*Records shown*.
Segment Open

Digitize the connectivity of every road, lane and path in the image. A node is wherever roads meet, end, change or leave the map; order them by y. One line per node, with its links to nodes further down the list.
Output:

Segment Closed
Segment Open

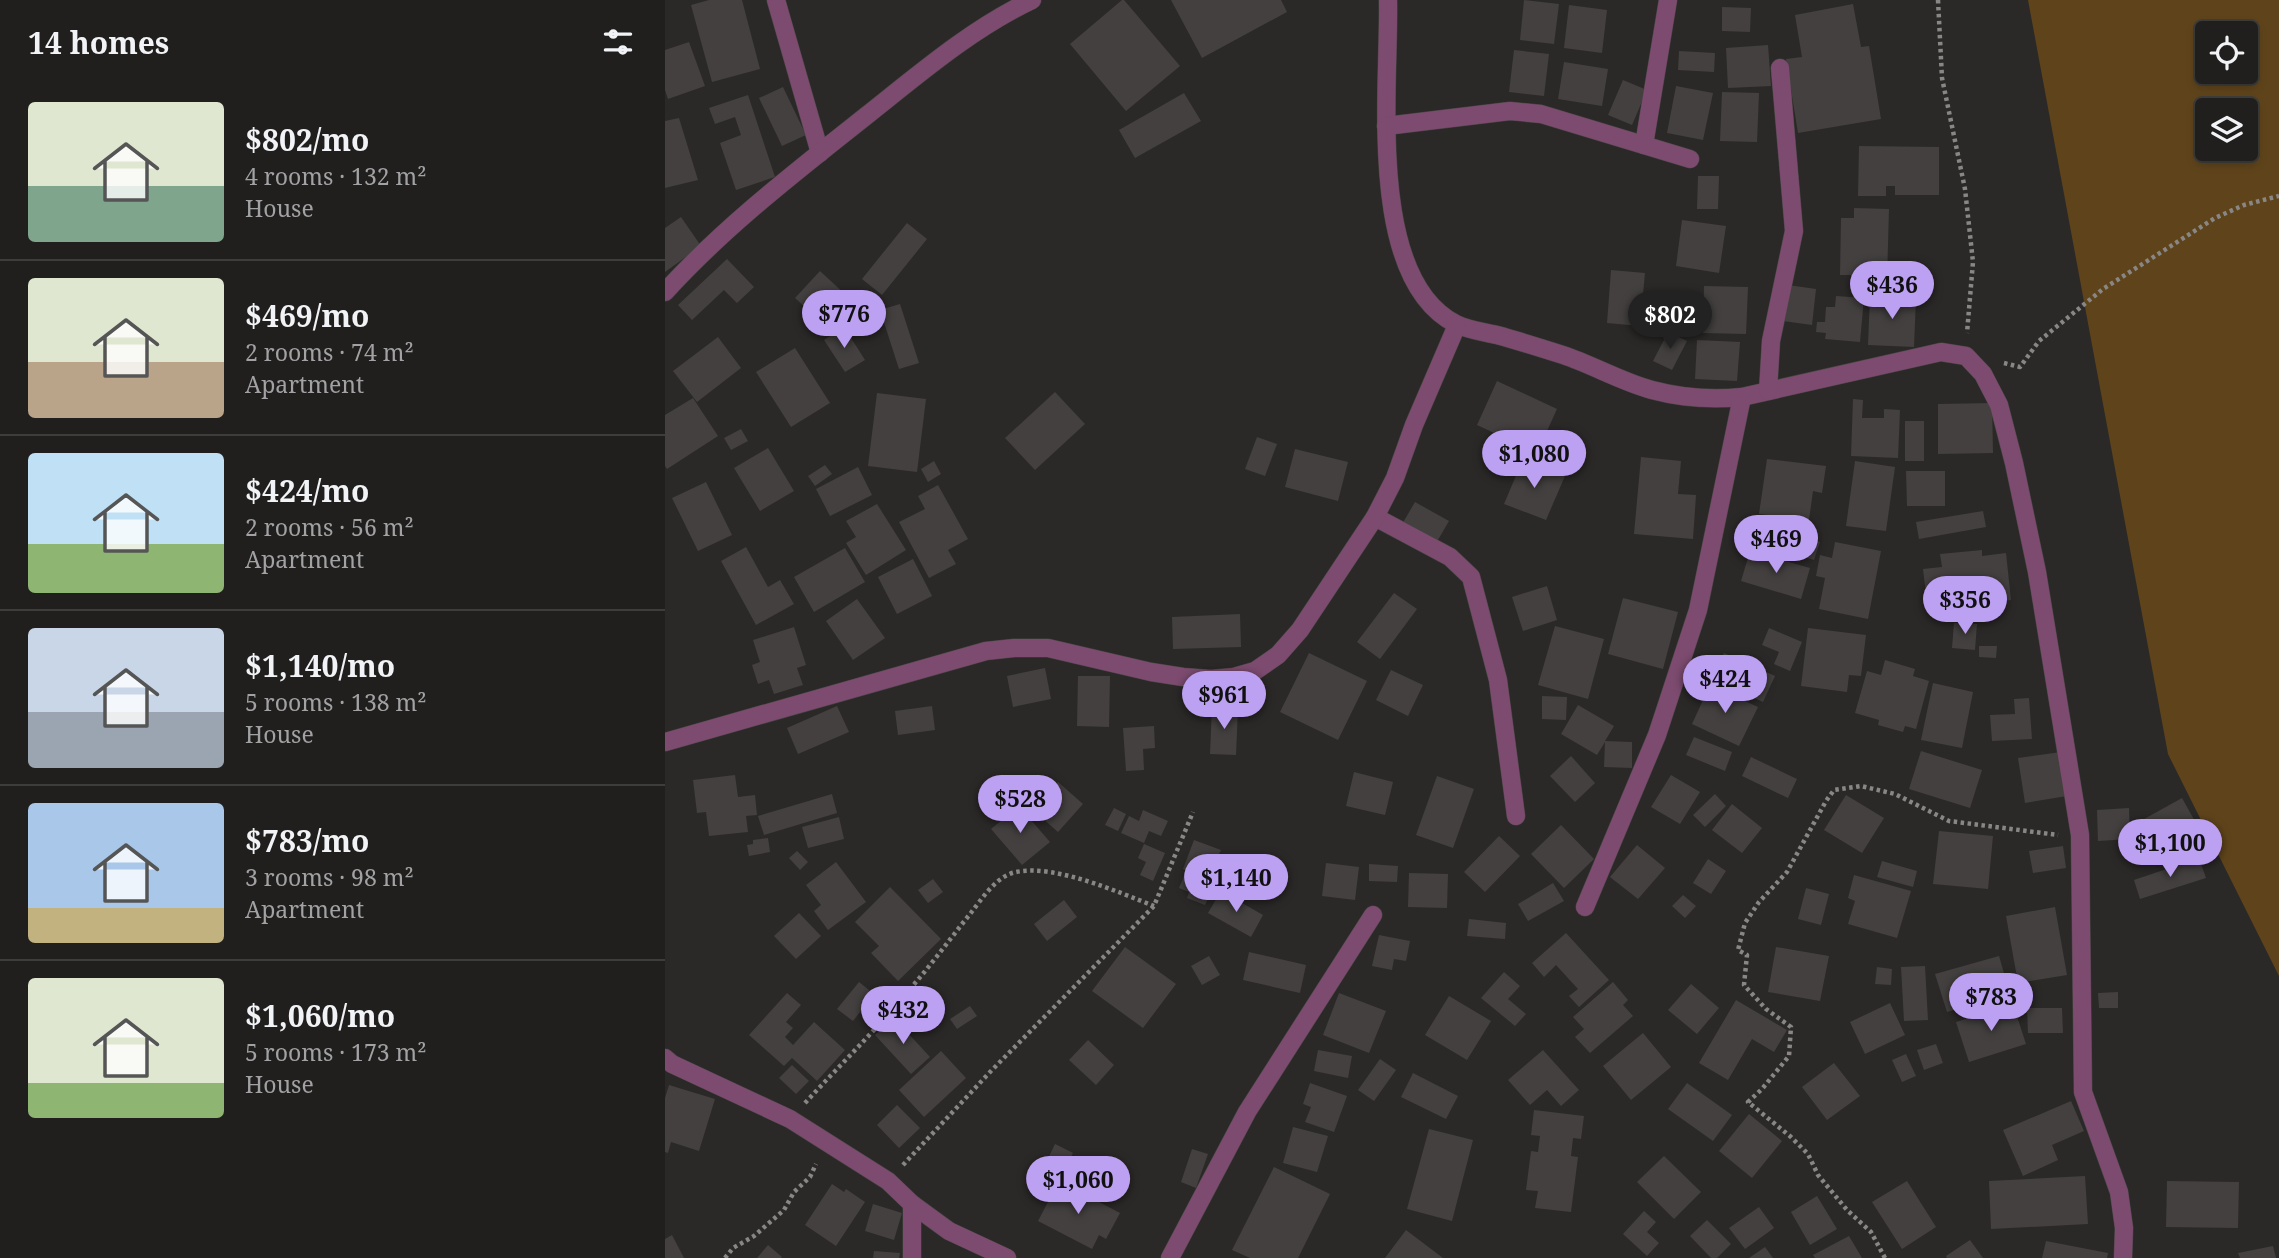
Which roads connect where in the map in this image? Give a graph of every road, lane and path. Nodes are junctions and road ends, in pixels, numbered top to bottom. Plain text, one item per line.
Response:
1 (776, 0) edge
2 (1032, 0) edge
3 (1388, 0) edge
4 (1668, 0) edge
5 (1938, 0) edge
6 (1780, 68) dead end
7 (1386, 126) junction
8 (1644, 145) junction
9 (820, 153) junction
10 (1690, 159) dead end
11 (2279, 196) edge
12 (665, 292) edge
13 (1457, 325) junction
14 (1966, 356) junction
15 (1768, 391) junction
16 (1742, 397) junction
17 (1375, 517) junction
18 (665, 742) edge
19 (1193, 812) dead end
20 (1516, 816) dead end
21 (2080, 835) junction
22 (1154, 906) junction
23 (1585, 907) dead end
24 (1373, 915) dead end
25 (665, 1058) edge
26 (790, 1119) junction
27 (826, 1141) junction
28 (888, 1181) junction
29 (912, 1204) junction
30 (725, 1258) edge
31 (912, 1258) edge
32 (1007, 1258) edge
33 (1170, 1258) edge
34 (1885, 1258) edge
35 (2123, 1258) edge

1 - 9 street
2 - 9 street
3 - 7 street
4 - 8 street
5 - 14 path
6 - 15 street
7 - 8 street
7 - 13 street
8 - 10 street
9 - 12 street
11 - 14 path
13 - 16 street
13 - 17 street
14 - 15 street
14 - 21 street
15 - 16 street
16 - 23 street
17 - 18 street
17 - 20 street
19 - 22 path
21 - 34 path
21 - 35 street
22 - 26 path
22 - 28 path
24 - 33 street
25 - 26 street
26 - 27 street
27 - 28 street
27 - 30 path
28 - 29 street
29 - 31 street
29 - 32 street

Segment Closed

*Brief*.
From the records above, pull every line that carries the word "road".

*Solution to this task*.
Digitize the connectivity of every road, lane and path in the image. A node is wherever roads meet, end, change or leave the map; order them by y. One line per node, with its links to nodes further down the list.
Which roads connect where in the map in this image? Give a graph of every road, lane and path. Nodes are junctions and road ends, in pixels, numbered top to bottom. Plain text, one item per line.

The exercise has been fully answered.